● **Goal of the exercise**
In the records that come next, find every line with "roads". Return those lines.

● **Dataset**
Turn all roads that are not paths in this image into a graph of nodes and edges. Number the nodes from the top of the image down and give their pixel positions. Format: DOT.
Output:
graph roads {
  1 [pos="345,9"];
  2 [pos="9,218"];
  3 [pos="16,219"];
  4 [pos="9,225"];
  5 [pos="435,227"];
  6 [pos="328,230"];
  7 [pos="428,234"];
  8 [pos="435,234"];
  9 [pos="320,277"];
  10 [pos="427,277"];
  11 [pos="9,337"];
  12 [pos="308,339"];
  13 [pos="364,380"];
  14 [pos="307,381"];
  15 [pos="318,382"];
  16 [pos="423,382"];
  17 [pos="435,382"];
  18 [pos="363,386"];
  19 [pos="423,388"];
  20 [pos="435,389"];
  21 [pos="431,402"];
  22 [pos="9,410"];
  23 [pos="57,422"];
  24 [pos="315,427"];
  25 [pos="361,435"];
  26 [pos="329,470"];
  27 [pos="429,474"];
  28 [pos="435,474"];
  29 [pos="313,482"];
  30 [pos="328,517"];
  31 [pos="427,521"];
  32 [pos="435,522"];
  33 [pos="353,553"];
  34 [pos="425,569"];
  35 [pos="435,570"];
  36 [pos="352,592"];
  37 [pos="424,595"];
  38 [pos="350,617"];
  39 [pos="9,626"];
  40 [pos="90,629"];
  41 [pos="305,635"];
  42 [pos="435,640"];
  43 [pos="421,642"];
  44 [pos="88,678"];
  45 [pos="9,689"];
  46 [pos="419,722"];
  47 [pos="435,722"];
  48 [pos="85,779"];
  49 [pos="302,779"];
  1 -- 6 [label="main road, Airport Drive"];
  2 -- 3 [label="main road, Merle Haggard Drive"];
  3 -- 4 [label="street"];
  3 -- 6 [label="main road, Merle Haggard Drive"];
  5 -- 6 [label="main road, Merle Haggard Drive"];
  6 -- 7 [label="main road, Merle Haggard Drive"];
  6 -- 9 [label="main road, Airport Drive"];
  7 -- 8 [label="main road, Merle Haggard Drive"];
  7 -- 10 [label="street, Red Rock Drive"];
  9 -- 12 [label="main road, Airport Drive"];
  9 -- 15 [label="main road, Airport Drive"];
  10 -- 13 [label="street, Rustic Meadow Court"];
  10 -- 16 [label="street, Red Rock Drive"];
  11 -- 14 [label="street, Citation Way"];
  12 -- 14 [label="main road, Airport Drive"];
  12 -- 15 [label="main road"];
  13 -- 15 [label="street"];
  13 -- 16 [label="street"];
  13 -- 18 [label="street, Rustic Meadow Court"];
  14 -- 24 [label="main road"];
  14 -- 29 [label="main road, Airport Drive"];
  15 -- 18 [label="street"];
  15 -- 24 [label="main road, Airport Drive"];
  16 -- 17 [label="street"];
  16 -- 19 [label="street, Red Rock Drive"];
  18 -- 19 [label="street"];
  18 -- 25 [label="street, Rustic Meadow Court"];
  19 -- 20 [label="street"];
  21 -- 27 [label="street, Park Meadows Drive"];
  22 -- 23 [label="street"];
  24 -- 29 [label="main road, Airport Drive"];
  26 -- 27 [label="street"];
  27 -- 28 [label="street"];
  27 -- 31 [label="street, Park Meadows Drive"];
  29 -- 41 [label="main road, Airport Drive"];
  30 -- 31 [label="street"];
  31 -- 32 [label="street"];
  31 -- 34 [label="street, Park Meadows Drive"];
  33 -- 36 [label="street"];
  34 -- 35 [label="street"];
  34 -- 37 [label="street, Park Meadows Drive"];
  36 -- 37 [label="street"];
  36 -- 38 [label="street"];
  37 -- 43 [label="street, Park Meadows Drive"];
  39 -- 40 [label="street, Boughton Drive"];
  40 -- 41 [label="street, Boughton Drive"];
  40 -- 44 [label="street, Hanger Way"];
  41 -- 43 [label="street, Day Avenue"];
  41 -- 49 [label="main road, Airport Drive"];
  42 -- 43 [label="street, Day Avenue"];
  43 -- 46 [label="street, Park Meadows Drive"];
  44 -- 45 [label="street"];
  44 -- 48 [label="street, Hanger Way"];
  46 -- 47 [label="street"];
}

● **Written solution**
Turn all roads that are not paths in this image into a graph of nodes and edges. Number the nodes from the top of the image down and give their pixel positions. Format: DOT.
graph roads {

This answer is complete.